Print every entry again, precisely as written.

++++ Data supplied ++++

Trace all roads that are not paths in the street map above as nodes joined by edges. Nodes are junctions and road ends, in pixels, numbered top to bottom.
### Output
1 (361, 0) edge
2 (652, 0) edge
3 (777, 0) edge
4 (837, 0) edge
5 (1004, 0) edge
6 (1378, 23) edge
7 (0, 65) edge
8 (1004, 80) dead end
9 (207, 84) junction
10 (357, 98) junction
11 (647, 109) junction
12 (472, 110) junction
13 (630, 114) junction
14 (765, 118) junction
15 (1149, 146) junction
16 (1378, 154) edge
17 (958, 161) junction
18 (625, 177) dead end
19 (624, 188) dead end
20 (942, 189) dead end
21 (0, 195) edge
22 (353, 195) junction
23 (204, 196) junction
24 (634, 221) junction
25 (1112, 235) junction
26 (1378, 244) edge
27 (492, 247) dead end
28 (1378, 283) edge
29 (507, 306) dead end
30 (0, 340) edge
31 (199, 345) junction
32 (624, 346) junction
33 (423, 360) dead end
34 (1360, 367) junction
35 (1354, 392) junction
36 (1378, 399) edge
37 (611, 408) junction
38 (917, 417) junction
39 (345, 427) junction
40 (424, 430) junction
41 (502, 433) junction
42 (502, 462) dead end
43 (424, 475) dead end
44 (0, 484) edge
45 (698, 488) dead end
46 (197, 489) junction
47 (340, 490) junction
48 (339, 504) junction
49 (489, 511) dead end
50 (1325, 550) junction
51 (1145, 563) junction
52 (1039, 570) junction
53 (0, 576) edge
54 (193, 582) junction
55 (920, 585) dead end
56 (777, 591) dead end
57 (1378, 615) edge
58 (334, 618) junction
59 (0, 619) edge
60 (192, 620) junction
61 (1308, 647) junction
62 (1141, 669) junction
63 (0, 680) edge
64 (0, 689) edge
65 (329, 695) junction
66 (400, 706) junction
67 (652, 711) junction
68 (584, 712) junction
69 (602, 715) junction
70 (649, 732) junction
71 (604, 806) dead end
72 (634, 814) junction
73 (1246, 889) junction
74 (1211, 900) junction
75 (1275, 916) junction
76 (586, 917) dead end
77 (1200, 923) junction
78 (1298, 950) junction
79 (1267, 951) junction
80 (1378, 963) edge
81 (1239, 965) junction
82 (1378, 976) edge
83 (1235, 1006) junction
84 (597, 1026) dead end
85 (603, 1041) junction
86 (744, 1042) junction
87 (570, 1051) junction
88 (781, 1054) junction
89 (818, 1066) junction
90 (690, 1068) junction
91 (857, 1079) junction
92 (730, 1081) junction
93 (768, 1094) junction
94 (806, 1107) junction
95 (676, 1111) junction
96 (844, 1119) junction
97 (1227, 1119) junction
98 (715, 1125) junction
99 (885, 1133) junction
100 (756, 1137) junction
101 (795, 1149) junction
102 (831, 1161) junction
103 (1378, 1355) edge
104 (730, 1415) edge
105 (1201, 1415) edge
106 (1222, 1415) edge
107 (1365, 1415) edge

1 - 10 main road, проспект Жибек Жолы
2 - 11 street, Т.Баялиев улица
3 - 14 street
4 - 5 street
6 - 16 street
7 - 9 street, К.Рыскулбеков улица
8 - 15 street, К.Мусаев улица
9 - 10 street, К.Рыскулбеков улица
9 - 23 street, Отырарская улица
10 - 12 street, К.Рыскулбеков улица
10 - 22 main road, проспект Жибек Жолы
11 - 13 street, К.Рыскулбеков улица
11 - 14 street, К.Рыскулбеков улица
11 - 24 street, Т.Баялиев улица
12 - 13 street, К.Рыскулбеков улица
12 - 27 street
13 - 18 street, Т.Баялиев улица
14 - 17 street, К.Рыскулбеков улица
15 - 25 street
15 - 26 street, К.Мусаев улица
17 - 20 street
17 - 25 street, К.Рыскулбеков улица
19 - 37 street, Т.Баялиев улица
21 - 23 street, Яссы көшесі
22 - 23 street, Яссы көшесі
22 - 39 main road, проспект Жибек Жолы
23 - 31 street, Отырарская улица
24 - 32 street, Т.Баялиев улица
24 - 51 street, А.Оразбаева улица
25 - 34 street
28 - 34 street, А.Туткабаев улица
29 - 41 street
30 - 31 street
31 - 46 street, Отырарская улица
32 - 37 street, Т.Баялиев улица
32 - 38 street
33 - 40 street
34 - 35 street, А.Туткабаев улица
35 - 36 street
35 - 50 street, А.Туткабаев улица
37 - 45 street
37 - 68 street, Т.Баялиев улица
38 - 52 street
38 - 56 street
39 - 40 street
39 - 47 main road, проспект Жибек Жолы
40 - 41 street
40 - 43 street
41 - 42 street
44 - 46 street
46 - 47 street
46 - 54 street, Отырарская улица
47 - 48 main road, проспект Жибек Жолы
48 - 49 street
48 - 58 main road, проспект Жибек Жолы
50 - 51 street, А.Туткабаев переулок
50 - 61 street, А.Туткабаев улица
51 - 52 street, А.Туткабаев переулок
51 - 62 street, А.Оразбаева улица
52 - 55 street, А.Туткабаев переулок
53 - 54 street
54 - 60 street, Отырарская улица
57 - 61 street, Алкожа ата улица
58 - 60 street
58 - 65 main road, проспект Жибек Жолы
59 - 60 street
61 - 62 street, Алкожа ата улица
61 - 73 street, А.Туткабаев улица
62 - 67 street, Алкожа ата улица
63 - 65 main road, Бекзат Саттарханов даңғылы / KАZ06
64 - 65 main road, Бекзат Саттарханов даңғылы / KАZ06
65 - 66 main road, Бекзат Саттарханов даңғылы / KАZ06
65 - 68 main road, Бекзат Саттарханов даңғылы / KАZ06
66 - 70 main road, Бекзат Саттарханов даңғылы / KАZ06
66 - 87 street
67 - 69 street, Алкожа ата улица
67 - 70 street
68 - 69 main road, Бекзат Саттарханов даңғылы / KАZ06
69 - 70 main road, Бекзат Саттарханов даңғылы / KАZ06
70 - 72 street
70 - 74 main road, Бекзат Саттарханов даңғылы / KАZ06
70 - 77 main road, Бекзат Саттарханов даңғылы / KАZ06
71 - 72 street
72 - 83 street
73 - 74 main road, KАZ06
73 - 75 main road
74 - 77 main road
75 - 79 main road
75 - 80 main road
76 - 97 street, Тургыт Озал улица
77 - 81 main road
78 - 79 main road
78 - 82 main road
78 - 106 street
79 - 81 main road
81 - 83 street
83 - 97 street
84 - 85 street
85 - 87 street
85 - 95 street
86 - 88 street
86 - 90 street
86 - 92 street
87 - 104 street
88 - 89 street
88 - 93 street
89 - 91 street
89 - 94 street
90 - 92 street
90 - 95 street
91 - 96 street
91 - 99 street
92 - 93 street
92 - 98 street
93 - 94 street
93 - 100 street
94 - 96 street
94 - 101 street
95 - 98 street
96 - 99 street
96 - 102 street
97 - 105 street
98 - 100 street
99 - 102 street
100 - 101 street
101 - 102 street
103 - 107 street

++++

# Exercise answer
Trace all roads that are not paths in the street map above as nodes joined by edges. Nodes are junctions and road ends, in pixels, numbered top to bottom.
### Output
1 (361, 0) edge
2 (652, 0) edge
3 (777, 0) edge
4 (837, 0) edge
5 (1004, 0) edge
6 (1378, 23) edge
7 (0, 65) edge
8 (1004, 80) dead end
9 (207, 84) junction
10 (357, 98) junction
11 (647, 109) junction
12 (472, 110) junction
13 (630, 114) junction
14 (765, 118) junction
15 (1149, 146) junction
16 (1378, 154) edge
17 (958, 161) junction
18 (625, 177) dead end
19 (624, 188) dead end
20 (942, 189) dead end
21 (0, 195) edge
22 (353, 195) junction
23 (204, 196) junction
24 (634, 221) junction
25 (1112, 235) junction
26 (1378, 244) edge
27 (492, 247) dead end
28 (1378, 283) edge
29 (507, 306) dead end
30 (0, 340) edge
31 (199, 345) junction
32 (624, 346) junction
33 (423, 360) dead end
34 (1360, 367) junction
35 (1354, 392) junction
36 (1378, 399) edge
37 (611, 408) junction
38 (917, 417) junction
39 (345, 427) junction
40 (424, 430) junction
41 (502, 433) junction
42 (502, 462) dead end
43 (424, 475) dead end
44 (0, 484) edge
45 (698, 488) dead end
46 (197, 489) junction
47 (340, 490) junction
48 (339, 504) junction
49 (489, 511) dead end
50 (1325, 550) junction
51 (1145, 563) junction
52 (1039, 570) junction
53 (0, 576) edge
54 (193, 582) junction
55 (920, 585) dead end
56 (777, 591) dead end
57 (1378, 615) edge
58 (334, 618) junction
59 (0, 619) edge
60 (192, 620) junction
61 (1308, 647) junction
62 (1141, 669) junction
63 (0, 680) edge
64 (0, 689) edge
65 (329, 695) junction
66 (400, 706) junction
67 (652, 711) junction
68 (584, 712) junction
69 (602, 715) junction
70 (649, 732) junction
71 (604, 806) dead end
72 (634, 814) junction
73 (1246, 889) junction
74 (1211, 900) junction
75 (1275, 916) junction
76 (586, 917) dead end
77 (1200, 923) junction
78 (1298, 950) junction
79 (1267, 951) junction
80 (1378, 963) edge
81 (1239, 965) junction
82 (1378, 976) edge
83 (1235, 1006) junction
84 (597, 1026) dead end
85 (603, 1041) junction
86 (744, 1042) junction
87 (570, 1051) junction
88 (781, 1054) junction
89 (818, 1066) junction
90 (690, 1068) junction
91 (857, 1079) junction
92 (730, 1081) junction
93 (768, 1094) junction
94 (806, 1107) junction
95 (676, 1111) junction
96 (844, 1119) junction
97 (1227, 1119) junction
98 (715, 1125) junction
99 (885, 1133) junction
100 (756, 1137) junction
101 (795, 1149) junction
102 (831, 1161) junction
103 (1378, 1355) edge
104 (730, 1415) edge
105 (1201, 1415) edge
106 (1222, 1415) edge
107 (1365, 1415) edge

1 - 10 main road, проспект Жибек Жолы
2 - 11 street, Т.Баялиев улица
3 - 14 street
4 - 5 street
6 - 16 street
7 - 9 street, К.Рыскулбеков улица
8 - 15 street, К.Мусаев улица
9 - 10 street, К.Рыскулбеков улица
9 - 23 street, Отырарская улица
10 - 12 street, К.Рыскулбеков улица
10 - 22 main road, проспект Жибек Жолы
11 - 13 street, К.Рыскулбеков улица
11 - 14 street, К.Рыскулбеков улица
11 - 24 street, Т.Баялиев улица
12 - 13 street, К.Рыскулбеков улица
12 - 27 street
13 - 18 street, Т.Баялиев улица
14 - 17 street, К.Рыскулбеков улица
15 - 25 street
15 - 26 street, К.Мусаев улица
17 - 20 street
17 - 25 street, К.Рыскулбеков улица
19 - 37 street, Т.Баялиев улица
21 - 23 street, Яссы көшесі
22 - 23 street, Яссы көшесі
22 - 39 main road, проспект Жибек Жолы
23 - 31 street, Отырарская улица
24 - 32 street, Т.Баялиев улица
24 - 51 street, А.Оразбаева улица
25 - 34 street
28 - 34 street, А.Туткабаев улица
29 - 41 street
30 - 31 street
31 - 46 street, Отырарская улица
32 - 37 street, Т.Баялиев улица
32 - 38 street
33 - 40 street
34 - 35 street, А.Туткабаев улица
35 - 36 street
35 - 50 street, А.Туткабаев улица
37 - 45 street
37 - 68 street, Т.Баялиев улица
38 - 52 street
38 - 56 street
39 - 40 street
39 - 47 main road, проспект Жибек Жолы
40 - 41 street
40 - 43 street
41 - 42 street
44 - 46 street
46 - 47 street
46 - 54 street, Отырарская улица
47 - 48 main road, проспект Жибек Жолы
48 - 49 street
48 - 58 main road, проспект Жибек Жолы
50 - 51 street, А.Туткабаев переулок
50 - 61 street, А.Туткабаев улица
51 - 52 street, А.Туткабаев переулок
51 - 62 street, А.Оразбаева улица
52 - 55 street, А.Туткабаев переулок
53 - 54 street
54 - 60 street, Отырарская улица
57 - 61 street, Алкожа ата улица
58 - 60 street
58 - 65 main road, проспект Жибек Жолы
59 - 60 street
61 - 62 street, Алкожа ата улица
61 - 73 street, А.Туткабаев улица
62 - 67 street, Алкожа ата улица
63 - 65 main road, Бекзат Саттарханов даңғылы / KАZ06
64 - 65 main road, Бекзат Саттарханов даңғылы / KАZ06
65 - 66 main road, Бекзат Саттарханов даңғылы / KАZ06
65 - 68 main road, Бекзат Саттарханов даңғылы / KАZ06
66 - 70 main road, Бекзат Саттарханов даңғылы / KАZ06
66 - 87 street
67 - 69 street, Алкожа ата улица
67 - 70 street
68 - 69 main road, Бекзат Саттарханов даңғылы / KАZ06
69 - 70 main road, Бекзат Саттарханов даңғылы / KАZ06
70 - 72 street
70 - 74 main road, Бекзат Саттарханов даңғылы / KАZ06
70 - 77 main road, Бекзат Саттарханов даңғылы / KАZ06
71 - 72 street
72 - 83 street
73 - 74 main road, KАZ06
73 - 75 main road
74 - 77 main road
75 - 79 main road
75 - 80 main road
76 - 97 street, Тургыт Озал улица
77 - 81 main road
78 - 79 main road
78 - 82 main road
78 - 106 street
79 - 81 main road
81 - 83 street
83 - 97 street
84 - 85 street
85 - 87 street
85 - 95 street
86 - 88 street
86 - 90 street
86 - 92 street
87 - 104 street
88 - 89 street
88 - 93 street
89 - 91 street
89 - 94 street
90 - 92 street
90 - 95 street
91 - 96 street
91 - 99 street
92 - 93 street
92 - 98 street
93 - 94 street
93 - 100 street
94 - 96 street
94 - 101 street
95 - 98 street
96 - 99 street
96 - 102 street
97 - 105 street
98 - 100 street
99 - 102 street
100 - 101 street
101 - 102 street
103 - 107 street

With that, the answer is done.